Nada parece seguro. Vivimos en un universo de permanentes sorpresas. Algunos perseguidos se entregan a la colaboración eficaz, una cuñada se fuga, el abogado del presidente renuncia, la cuñada se entrega, dos embajadores de trayectoria se retiran, el abogado del presidente vuelve a defenderlo. En algún momento de esa cadena, el premier afirma que la cuñada será una gran lideresa social y que es necesario “poner de rodillas” a los opositores. Todas las mañanas empieza una sucesión de sorpresas (ya no lo son tanto) mientras esperamos la sorpresa final, que no llega. La renuncia del presidente es por ahora una ilusión.
Mientras tanto, la estrategia del Gobierno consiste en definir las acusaciones como parte de un ataque al pueblo, que el mismo presidente dice representar. Cualquiera que se oponga al Gobierno, según esta estrategia, se opone al pueblo peruano. Esta visión “patriótica” de la corrupción tiene muchos antecedentes en el mundo. Pero sabemos que el presidente Castillo no representa a la población andina ni a los hombres y mujeres de Cajamarca ni a los maestros rurales, que son parte de la grandeza de nuestro país. Su conducta muestra que no tiene nada que ver con ellos. Solo un caudillo se podría arrogar esa distinción.
Y en este universo de temblores sucesivos, de pronto aparecen dos libros que nos devuelven cierta esperanza. En ambos, uno puede reconocer la experiencia vivida por dos peruanos ilustres, que se dedicaron a la expresión de lo más bello y profundo de nuestras tradiciones. Uno es la edición definitiva de “País de Jauja” de Edgardo Rivera Martínez (Alfaguara). La novela de Rivera es la historia de un joven, Claudio Alaya. Durante sus vacaciones en 1947, en Jauja, Claudio vive con su familia, observando vecinos, parientes y algunos amores imposibles. Su experiencia integra el universo andino de mulizas y huaynos con la música de Bach y Mozart. En su vida confluyen las historias populares de su región con las de La Ilíada. Claudio vive una utopía en la que conviven todos los elementos, propios y asimilados, de la cultura peruana.

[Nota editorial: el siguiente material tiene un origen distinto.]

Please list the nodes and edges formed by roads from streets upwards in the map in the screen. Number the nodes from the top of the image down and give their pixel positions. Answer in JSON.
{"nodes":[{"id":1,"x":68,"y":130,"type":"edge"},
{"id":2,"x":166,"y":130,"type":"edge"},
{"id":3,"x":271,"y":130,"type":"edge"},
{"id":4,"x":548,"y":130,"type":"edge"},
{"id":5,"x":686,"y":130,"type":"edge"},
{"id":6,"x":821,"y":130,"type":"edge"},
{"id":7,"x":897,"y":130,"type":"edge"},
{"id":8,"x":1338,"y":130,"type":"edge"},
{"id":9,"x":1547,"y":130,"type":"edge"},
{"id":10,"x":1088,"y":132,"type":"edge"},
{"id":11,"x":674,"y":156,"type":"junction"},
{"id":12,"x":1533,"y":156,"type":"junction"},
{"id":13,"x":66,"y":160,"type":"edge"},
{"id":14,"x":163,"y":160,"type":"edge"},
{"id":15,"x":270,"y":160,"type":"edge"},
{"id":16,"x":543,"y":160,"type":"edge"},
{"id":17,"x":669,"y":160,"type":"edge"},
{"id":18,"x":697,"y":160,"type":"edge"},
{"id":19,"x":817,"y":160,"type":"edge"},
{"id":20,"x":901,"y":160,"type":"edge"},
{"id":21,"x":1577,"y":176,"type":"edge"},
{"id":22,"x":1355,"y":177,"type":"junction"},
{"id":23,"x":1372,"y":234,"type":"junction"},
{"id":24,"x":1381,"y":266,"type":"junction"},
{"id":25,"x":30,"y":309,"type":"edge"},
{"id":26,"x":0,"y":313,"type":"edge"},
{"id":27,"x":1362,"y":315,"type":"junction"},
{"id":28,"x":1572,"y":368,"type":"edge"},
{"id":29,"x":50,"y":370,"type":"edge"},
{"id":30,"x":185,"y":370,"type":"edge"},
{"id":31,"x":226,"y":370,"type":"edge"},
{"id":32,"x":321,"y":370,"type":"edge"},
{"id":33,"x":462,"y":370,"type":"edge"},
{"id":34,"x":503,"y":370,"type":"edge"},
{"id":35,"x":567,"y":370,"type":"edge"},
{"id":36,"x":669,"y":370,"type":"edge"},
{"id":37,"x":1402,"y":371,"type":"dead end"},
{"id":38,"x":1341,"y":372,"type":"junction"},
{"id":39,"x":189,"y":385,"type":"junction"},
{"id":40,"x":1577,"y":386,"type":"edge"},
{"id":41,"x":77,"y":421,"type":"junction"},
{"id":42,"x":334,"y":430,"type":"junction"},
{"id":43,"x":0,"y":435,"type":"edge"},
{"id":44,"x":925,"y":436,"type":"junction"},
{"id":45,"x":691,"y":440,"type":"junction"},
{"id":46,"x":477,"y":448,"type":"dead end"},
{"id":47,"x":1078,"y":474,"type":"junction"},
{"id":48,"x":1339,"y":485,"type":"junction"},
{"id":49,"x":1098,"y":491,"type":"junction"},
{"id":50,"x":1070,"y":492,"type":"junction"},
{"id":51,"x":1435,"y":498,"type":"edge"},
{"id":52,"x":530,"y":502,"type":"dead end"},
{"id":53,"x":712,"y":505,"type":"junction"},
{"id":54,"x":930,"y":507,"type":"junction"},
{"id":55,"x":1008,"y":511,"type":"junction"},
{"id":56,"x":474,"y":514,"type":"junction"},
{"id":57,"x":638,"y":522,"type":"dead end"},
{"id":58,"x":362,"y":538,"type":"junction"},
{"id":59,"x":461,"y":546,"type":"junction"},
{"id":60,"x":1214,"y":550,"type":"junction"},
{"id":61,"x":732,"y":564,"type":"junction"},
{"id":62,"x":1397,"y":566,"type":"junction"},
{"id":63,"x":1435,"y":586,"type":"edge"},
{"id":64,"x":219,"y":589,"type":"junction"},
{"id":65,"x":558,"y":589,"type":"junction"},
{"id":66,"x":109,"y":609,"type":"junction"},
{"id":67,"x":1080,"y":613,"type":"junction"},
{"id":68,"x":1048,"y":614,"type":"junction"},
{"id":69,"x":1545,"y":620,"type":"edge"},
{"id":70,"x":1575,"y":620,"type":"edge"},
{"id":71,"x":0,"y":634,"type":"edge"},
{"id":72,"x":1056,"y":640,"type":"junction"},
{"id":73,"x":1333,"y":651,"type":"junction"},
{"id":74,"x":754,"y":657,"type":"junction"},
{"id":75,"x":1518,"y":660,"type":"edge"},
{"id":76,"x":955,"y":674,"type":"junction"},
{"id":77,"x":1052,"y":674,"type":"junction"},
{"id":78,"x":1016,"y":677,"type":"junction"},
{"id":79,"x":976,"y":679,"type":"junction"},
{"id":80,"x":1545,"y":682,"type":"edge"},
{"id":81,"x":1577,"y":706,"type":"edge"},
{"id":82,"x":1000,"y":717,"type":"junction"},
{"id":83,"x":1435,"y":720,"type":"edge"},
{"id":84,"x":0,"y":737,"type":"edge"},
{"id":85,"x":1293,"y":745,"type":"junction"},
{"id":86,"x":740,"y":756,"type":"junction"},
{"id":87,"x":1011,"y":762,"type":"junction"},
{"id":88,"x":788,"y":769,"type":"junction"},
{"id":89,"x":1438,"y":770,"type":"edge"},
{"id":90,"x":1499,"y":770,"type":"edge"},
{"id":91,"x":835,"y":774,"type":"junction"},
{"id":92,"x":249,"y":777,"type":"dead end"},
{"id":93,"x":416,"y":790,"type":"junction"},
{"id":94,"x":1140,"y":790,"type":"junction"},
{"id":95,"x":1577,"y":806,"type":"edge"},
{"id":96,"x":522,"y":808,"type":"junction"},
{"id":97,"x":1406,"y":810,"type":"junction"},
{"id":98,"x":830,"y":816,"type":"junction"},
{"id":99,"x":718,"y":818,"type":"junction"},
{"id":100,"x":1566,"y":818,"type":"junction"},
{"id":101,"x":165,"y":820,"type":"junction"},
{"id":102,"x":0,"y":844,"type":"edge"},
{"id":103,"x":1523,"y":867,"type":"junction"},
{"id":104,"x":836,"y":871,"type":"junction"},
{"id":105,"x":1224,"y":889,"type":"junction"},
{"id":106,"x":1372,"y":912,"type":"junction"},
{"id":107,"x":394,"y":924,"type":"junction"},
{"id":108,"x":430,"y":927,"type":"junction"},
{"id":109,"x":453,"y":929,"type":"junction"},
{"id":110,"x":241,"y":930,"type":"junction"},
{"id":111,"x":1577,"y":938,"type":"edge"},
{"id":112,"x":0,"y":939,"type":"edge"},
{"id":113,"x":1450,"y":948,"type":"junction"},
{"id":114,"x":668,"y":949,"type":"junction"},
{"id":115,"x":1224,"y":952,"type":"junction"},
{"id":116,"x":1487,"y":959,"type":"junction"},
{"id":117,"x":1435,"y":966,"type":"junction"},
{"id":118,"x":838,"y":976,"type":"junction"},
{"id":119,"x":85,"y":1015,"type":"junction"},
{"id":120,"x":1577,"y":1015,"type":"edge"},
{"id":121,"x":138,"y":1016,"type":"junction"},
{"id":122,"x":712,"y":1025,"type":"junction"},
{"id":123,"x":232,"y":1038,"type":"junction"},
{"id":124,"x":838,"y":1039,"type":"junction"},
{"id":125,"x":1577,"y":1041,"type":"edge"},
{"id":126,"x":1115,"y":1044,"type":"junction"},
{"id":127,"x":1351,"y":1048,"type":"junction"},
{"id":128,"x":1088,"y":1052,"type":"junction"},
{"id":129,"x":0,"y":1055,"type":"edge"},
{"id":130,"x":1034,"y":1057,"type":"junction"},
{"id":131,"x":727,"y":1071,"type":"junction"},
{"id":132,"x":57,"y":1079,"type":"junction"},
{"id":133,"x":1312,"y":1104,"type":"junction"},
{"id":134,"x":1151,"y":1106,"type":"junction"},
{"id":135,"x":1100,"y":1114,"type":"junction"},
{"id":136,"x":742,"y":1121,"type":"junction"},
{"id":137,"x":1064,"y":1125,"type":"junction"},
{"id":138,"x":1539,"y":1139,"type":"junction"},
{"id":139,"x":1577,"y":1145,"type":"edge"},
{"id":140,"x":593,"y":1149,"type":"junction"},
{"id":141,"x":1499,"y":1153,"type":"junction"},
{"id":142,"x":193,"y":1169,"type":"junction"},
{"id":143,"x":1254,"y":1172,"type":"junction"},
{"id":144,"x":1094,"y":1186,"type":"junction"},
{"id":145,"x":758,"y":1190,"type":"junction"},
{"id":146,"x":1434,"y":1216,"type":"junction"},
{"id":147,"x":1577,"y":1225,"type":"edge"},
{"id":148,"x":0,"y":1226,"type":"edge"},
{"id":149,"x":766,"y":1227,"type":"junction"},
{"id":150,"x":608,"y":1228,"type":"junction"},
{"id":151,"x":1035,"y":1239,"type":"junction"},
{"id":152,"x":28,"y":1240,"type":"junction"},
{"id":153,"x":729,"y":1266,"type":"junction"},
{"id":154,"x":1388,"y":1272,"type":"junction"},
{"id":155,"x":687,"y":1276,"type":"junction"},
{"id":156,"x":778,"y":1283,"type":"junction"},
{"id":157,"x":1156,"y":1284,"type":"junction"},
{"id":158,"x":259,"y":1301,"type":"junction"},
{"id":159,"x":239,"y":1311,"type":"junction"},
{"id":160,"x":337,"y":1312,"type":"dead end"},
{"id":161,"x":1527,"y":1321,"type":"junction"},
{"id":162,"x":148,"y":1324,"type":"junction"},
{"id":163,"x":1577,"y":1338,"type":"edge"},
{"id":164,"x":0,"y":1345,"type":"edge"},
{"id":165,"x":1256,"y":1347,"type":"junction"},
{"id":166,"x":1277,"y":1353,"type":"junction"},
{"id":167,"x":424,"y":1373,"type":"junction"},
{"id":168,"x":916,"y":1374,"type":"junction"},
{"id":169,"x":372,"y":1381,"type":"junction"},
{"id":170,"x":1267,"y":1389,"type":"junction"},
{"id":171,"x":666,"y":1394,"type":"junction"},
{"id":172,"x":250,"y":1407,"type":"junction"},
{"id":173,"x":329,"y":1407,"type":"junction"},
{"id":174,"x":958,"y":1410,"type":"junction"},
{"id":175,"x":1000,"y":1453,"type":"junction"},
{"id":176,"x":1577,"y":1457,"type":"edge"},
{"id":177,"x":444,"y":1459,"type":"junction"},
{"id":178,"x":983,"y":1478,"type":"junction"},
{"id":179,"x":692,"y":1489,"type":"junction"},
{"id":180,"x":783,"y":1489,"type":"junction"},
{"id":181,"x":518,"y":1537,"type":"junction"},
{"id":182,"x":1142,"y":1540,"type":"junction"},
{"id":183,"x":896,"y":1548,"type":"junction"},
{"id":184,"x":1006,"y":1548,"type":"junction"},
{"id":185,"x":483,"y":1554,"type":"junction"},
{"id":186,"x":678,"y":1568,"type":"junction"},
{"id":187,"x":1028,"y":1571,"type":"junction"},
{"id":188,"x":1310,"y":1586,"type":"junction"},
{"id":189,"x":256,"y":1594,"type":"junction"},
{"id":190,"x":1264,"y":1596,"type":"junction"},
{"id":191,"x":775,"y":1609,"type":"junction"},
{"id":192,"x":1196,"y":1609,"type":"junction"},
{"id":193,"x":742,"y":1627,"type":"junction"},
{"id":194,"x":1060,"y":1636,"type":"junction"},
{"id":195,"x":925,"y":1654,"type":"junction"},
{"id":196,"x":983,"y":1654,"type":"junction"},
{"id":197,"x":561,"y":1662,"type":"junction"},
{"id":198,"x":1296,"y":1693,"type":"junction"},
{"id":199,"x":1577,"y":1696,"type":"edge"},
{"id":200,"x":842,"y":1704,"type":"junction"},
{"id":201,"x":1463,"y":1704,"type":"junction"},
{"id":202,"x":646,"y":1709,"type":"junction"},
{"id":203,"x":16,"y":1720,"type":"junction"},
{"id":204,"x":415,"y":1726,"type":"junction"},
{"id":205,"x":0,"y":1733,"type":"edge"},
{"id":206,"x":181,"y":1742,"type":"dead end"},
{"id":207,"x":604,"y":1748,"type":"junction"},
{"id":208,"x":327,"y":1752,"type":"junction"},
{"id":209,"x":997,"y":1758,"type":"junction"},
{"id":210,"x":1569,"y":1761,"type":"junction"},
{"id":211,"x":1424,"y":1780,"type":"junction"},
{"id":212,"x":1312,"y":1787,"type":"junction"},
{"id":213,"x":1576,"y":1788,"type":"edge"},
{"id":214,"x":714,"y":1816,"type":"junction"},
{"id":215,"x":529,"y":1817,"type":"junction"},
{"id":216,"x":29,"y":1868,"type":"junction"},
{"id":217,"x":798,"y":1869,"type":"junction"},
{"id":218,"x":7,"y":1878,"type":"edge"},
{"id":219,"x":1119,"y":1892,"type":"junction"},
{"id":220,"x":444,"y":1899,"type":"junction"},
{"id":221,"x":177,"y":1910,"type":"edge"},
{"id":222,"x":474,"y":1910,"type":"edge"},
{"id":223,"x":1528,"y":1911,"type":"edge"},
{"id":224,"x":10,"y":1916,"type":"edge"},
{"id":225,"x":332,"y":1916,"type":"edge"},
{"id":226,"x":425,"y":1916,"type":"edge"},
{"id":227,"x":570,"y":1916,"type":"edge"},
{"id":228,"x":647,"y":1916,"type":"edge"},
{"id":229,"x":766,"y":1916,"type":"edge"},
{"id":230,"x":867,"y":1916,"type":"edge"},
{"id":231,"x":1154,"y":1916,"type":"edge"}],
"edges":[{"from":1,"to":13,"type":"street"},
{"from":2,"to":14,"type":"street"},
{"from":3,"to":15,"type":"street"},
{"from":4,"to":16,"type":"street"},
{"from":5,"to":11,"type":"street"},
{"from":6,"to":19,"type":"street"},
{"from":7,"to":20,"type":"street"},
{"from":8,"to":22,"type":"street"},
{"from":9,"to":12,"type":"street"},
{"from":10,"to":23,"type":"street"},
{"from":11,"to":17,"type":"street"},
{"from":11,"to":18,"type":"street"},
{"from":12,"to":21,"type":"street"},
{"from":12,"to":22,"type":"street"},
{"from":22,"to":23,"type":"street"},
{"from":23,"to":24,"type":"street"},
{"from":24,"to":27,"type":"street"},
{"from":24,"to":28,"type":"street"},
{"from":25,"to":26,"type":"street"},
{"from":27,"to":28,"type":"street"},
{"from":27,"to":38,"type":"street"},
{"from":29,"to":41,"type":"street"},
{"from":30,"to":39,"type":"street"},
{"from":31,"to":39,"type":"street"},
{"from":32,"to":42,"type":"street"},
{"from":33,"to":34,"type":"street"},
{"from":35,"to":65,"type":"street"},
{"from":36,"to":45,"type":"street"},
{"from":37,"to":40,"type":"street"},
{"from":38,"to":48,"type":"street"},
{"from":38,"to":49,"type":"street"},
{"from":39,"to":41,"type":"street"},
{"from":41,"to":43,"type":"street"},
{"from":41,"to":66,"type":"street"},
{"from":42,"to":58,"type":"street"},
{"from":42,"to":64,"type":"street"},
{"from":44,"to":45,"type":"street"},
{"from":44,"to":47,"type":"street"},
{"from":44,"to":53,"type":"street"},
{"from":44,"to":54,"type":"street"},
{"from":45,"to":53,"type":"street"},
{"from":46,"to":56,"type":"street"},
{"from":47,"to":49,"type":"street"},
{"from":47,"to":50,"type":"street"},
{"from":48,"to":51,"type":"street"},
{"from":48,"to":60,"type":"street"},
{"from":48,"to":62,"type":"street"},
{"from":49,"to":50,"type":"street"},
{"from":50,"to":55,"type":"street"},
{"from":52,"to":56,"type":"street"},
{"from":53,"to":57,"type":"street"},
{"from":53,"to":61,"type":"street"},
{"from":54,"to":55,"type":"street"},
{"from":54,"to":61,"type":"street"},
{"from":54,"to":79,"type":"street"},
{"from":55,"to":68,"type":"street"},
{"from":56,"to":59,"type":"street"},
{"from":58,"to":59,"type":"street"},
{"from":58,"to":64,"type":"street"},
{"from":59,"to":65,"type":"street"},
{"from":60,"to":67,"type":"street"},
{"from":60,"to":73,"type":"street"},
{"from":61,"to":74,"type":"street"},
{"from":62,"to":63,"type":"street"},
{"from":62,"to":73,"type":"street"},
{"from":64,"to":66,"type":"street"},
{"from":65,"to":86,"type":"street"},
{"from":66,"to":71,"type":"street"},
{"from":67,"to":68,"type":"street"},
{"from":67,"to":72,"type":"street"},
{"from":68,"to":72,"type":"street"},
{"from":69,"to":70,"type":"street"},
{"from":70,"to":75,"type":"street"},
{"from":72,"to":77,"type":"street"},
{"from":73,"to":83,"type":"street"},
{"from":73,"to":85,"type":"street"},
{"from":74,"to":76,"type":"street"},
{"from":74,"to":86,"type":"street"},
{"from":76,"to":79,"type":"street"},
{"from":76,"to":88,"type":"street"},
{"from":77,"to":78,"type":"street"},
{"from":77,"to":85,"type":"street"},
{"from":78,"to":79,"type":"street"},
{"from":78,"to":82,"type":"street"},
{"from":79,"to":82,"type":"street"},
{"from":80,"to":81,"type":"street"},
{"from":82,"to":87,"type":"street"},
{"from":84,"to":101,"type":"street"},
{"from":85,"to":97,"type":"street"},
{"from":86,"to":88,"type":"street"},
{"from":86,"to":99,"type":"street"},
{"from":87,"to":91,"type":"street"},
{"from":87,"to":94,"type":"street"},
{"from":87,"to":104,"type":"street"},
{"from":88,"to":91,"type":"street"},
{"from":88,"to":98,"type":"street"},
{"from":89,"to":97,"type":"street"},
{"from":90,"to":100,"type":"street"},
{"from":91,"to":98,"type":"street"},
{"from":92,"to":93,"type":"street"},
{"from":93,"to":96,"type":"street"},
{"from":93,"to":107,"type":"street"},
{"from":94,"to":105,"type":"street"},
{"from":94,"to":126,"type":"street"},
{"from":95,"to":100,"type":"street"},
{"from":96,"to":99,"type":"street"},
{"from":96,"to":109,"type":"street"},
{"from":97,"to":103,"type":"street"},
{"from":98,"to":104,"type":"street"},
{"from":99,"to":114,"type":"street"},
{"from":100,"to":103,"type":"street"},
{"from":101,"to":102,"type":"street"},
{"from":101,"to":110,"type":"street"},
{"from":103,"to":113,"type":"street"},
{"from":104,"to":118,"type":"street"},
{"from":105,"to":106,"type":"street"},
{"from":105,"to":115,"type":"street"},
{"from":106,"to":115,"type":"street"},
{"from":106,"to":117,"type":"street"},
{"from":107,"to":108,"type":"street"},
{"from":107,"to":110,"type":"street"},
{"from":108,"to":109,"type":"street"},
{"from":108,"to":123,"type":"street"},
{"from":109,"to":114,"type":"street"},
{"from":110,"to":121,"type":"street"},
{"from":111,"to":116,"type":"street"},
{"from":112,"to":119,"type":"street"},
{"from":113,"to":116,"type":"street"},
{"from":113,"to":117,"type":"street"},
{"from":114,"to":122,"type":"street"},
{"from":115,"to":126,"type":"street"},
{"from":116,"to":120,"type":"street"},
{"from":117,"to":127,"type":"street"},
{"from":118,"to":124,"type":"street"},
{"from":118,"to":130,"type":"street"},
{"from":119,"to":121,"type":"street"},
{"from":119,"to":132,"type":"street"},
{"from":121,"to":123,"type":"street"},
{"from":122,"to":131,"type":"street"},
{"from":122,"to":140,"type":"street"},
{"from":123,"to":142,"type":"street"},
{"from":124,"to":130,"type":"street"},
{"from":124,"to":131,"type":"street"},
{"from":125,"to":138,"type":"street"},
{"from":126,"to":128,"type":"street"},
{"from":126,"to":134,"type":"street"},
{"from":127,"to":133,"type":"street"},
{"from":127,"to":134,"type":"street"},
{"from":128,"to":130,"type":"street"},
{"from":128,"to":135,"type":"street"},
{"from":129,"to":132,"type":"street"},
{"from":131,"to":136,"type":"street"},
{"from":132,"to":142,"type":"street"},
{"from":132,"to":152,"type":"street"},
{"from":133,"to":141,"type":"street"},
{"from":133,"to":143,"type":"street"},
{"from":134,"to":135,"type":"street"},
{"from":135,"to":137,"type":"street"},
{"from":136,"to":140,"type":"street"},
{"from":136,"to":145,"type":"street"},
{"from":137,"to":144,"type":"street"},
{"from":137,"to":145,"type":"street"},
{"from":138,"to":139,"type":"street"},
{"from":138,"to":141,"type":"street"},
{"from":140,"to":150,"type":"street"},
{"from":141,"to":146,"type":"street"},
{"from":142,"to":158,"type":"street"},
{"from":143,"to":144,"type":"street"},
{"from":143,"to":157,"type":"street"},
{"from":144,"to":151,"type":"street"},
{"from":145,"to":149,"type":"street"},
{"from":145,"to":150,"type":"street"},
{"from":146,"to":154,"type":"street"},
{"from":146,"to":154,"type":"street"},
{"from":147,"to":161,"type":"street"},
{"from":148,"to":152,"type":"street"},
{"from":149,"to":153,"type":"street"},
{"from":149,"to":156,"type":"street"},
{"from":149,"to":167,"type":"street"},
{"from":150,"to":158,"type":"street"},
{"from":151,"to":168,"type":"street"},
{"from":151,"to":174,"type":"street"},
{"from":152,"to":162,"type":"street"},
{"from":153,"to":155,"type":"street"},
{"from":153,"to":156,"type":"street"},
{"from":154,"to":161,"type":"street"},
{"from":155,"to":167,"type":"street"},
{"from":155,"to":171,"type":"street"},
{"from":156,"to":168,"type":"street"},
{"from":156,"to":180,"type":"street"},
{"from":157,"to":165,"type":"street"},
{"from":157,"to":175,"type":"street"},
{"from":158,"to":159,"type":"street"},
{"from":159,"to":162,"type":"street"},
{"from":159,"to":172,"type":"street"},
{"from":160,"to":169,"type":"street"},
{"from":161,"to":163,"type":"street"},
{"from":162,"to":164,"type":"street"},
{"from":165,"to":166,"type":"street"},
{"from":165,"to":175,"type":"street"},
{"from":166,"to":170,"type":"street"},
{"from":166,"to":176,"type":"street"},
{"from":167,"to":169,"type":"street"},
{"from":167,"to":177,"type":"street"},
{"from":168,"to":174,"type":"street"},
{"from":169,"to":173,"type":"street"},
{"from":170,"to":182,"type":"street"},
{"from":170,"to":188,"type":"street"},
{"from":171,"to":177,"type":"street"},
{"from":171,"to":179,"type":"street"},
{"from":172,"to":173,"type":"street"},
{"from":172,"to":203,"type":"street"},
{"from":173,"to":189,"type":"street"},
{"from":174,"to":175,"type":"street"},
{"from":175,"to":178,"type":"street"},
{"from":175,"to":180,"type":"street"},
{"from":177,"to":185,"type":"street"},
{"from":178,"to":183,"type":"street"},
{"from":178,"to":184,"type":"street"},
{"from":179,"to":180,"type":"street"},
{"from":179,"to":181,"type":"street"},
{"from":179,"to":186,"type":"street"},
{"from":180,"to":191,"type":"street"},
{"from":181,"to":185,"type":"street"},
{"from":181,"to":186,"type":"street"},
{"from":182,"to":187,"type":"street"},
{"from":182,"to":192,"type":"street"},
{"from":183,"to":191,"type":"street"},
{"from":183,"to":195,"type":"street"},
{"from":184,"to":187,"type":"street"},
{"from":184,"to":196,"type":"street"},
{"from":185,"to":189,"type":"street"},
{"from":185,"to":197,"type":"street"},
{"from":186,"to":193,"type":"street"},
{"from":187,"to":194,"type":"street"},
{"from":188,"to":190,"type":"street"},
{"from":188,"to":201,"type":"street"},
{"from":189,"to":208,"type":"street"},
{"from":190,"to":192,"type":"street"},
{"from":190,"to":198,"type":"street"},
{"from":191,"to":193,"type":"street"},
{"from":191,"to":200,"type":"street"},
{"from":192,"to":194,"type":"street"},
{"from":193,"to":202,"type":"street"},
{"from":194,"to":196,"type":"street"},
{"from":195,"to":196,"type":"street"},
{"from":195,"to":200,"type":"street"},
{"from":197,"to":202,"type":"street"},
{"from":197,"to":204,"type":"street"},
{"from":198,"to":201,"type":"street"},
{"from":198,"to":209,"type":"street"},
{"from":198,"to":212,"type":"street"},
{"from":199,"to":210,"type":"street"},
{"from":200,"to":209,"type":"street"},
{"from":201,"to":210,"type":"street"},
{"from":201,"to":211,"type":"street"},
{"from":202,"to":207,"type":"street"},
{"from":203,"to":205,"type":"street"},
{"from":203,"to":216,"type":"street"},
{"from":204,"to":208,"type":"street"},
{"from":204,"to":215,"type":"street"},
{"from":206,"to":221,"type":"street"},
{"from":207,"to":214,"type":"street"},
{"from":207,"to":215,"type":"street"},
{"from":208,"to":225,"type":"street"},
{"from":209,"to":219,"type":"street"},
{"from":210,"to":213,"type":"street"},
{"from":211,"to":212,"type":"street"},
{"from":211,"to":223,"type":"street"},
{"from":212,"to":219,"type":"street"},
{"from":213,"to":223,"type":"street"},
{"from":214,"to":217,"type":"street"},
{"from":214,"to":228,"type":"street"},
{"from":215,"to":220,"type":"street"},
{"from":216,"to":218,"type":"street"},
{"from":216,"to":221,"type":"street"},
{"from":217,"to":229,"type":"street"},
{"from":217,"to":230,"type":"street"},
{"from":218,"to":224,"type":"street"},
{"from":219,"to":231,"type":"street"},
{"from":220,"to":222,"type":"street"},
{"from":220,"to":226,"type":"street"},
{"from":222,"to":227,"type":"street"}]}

En la novela hay un proyecto nacional que incluye la armonía de sus diferencias en la región central de Jauja, que alguna vez fue la capital.
El otro gran libro que apareció estos días es la autobiografía de Susana Baca. “Yo vengo a ofrecer mi corazón” (Plaza y Janés) es la historia de una gran artista. Uno de los personajes fundamentales del libro es Carmen, su madre, y el mundo familiar en el que la pobreza y la generosidad se confundieron para sostener una vida. El libro se inicia con una frase premonitoria: “Podría decir que mi historia comienza el día en que decidí volar”. El episodio doméstico al que se refiere (tirarse, siendo niña, de lo alto del tragaluz de su cocina con dos sopladores) es el preludio natural de una música que surcaría los cielos. La compañía de Ricardo Pereira fue fundamental en su despegue, como bien queda recalcado en su relato. Personajes como Alejandro Romualdo, Juan José Vega, José María Arguedas, Chabuca Granda (los episodios dedicados a ella son especialmente relevantes) desfilan a lo largo de esta historia.
La música de Susana Baca recogió las raíces profundas de nuestra cultura, y las sigue proyectando al mundo. Su obra recuerda lo que dijo Manongo Mujica, recogiendo una frase de su padre, en la presentación del volumen. Que ser peruano es pertenecer a “una aristocracia del sentimiento”. Vale recordar las historias de lucha y realización, del amor a la cultura que nos define, para recordarnos lo que podemos ser, lejos de los temblores de hoy.